## Instructions to follow
Pull out every line below holding the word "positions".
---- Provided entries
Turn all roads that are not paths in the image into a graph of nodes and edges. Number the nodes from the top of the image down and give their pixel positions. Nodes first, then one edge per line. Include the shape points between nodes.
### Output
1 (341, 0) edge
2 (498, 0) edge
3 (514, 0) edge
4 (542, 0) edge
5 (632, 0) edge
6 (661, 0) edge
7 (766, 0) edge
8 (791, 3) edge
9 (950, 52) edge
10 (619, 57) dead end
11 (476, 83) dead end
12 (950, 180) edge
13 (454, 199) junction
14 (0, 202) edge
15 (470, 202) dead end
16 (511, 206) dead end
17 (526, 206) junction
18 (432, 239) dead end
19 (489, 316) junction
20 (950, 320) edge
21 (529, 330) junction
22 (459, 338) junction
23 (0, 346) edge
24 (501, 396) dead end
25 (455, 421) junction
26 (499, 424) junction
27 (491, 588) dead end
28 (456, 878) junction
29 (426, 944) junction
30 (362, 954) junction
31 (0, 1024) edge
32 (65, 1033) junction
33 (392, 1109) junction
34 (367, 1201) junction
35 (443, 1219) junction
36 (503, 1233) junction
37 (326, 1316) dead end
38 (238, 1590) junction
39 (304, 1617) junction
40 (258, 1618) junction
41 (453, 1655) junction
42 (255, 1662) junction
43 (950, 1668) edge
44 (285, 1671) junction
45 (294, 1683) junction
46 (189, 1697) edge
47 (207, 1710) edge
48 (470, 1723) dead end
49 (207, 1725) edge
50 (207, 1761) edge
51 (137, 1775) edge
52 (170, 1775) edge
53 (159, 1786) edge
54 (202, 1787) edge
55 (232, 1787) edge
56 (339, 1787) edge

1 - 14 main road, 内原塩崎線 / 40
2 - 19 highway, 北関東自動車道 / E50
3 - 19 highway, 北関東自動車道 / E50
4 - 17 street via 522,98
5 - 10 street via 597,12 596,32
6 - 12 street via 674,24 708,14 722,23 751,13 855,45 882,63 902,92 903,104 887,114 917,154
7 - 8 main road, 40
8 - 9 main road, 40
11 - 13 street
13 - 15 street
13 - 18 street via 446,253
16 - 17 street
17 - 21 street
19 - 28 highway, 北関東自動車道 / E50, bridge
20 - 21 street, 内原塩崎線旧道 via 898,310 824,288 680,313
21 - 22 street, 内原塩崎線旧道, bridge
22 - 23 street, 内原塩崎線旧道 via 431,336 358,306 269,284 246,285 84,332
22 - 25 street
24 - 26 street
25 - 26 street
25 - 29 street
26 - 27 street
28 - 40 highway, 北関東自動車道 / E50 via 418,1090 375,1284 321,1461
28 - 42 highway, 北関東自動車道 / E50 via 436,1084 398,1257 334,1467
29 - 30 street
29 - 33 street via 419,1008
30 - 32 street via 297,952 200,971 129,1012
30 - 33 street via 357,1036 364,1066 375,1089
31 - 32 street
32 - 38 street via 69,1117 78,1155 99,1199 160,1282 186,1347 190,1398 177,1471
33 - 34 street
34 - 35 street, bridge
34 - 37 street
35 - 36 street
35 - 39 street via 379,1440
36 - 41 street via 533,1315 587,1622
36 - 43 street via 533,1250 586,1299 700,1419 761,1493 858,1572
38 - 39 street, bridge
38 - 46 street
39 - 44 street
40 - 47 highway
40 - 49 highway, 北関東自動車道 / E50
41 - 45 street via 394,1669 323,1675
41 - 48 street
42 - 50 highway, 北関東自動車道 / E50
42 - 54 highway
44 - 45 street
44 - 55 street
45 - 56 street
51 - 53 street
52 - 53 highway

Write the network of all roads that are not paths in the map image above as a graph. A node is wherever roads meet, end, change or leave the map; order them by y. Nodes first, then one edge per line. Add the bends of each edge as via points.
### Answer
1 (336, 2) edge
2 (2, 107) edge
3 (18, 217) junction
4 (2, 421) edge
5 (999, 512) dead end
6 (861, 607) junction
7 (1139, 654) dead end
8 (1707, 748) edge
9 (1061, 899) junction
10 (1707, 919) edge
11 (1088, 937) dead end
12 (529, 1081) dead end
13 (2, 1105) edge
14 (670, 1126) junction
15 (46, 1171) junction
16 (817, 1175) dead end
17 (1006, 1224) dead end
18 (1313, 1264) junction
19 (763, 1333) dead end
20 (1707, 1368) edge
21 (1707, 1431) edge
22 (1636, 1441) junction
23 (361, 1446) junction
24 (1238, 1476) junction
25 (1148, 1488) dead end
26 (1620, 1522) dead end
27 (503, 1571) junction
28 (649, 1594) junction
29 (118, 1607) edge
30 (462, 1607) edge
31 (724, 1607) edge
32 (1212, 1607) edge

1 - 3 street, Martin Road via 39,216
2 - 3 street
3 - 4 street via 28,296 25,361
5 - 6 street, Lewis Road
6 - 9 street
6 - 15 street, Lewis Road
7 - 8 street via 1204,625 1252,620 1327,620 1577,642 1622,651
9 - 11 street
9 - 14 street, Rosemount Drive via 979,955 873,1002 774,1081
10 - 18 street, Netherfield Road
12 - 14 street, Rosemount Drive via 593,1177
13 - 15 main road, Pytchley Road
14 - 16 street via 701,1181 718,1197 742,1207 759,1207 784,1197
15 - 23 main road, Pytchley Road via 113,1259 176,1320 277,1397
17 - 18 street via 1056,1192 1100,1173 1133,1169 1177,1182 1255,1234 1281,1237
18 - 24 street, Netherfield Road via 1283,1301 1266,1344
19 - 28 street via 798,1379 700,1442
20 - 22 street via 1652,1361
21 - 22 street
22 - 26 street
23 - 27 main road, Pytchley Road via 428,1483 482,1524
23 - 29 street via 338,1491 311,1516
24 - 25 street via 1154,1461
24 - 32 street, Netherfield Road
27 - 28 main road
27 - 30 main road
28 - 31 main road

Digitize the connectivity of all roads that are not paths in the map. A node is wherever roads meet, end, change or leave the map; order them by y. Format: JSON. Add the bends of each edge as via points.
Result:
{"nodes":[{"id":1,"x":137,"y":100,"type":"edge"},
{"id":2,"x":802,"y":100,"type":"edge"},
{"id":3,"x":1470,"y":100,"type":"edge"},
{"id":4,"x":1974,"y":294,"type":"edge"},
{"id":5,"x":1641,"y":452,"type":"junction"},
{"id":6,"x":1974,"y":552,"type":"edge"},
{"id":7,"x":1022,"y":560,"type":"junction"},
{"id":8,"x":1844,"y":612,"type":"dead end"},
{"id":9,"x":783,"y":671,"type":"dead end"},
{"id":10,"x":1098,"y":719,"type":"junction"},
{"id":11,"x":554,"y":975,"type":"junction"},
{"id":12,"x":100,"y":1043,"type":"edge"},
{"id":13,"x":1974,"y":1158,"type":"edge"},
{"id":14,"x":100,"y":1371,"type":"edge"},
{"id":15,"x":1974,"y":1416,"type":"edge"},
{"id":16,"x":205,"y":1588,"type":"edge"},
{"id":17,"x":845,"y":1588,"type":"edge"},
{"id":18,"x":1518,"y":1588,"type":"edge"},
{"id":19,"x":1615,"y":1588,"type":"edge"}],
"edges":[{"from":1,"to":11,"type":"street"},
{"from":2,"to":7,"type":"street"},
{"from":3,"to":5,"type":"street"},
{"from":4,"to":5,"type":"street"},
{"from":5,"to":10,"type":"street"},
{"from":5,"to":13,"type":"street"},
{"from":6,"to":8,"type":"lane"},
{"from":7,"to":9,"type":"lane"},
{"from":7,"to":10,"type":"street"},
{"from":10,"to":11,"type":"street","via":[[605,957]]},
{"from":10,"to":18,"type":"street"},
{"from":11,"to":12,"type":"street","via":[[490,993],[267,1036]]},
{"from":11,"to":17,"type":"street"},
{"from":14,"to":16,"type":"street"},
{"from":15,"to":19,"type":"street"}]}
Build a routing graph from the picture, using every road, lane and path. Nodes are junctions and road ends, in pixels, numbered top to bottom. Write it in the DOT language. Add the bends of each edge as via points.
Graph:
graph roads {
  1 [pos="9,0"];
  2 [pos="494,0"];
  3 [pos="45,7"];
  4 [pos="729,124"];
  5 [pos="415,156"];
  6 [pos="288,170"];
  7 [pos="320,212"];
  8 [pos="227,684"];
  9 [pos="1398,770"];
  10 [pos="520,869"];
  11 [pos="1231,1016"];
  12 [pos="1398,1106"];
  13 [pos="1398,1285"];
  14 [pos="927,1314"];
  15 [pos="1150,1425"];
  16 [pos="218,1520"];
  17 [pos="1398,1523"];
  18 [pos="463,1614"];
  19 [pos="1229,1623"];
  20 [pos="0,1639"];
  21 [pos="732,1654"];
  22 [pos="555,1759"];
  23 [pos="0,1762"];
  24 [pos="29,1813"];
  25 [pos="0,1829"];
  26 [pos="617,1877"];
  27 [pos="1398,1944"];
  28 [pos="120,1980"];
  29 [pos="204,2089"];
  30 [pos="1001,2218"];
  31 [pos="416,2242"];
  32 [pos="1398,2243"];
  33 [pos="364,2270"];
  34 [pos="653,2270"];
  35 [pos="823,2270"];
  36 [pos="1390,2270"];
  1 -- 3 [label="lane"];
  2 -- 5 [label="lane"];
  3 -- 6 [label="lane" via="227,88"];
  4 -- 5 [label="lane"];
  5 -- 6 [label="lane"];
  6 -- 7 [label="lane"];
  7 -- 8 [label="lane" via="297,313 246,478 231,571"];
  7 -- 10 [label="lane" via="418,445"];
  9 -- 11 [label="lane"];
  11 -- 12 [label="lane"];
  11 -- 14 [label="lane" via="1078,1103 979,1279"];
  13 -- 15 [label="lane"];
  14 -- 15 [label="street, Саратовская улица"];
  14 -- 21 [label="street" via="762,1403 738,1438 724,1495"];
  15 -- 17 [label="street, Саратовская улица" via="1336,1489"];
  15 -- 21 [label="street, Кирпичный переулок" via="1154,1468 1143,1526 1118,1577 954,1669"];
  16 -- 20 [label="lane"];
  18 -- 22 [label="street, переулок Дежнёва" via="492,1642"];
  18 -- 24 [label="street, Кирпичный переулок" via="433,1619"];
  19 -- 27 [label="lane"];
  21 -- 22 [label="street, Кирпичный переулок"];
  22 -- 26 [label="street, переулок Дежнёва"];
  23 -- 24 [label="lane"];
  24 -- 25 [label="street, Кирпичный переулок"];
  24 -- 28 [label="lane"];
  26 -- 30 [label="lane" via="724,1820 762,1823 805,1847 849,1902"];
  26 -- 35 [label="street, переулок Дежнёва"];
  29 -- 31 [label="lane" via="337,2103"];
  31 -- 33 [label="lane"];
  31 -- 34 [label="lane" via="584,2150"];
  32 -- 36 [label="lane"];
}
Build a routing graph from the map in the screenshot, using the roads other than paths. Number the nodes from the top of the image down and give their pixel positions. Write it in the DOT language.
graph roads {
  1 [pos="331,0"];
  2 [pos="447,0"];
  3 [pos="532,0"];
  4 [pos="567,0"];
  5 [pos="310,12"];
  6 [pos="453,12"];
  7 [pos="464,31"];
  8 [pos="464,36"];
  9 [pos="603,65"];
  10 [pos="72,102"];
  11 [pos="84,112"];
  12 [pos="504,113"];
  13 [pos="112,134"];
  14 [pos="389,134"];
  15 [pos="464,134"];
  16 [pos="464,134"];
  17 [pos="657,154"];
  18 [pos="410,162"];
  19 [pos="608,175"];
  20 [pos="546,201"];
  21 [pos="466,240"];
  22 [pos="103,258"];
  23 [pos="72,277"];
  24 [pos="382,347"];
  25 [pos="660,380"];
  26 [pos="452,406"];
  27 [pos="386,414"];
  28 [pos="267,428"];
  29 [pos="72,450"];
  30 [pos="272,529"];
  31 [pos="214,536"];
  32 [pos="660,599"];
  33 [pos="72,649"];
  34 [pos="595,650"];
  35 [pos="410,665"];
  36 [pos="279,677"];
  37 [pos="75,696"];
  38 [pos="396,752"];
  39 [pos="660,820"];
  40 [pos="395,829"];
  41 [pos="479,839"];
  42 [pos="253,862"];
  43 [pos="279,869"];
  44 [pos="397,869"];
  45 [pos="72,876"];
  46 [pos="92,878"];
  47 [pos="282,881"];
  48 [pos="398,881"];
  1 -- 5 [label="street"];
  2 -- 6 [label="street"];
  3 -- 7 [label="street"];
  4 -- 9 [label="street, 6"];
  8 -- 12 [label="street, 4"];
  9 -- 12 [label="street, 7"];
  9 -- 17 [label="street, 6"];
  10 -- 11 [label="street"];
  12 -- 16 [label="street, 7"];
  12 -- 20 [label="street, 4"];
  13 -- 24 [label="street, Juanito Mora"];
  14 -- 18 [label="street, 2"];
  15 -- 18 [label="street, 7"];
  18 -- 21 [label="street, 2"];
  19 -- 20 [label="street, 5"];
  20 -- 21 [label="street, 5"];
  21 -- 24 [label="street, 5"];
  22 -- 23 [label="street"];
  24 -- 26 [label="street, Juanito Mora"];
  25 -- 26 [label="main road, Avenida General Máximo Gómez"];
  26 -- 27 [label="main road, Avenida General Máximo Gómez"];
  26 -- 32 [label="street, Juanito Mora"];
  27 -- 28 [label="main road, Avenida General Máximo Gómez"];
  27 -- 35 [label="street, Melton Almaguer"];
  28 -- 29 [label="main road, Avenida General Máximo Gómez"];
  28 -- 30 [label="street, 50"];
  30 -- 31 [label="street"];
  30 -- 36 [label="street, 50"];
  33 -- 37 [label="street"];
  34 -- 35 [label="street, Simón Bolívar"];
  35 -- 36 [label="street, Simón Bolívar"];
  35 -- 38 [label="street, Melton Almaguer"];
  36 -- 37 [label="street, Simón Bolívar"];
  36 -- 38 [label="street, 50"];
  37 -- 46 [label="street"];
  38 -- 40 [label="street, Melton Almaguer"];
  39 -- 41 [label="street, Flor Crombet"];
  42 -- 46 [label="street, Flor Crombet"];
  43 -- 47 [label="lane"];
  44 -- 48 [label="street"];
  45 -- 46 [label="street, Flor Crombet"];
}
--------
## Task response
Turn all roads that are not paths in the image into a graph of nodes and edges. Number the nodes from the top of the image down and give their pixel positions. Nodes first, then one edge per line. Include the shape points between nodes.
Build a routing graph from the map in the screenshot, using the roads other than paths. Number the nodes from the top of the image down and give their pixel positions. Write it in the DOT language.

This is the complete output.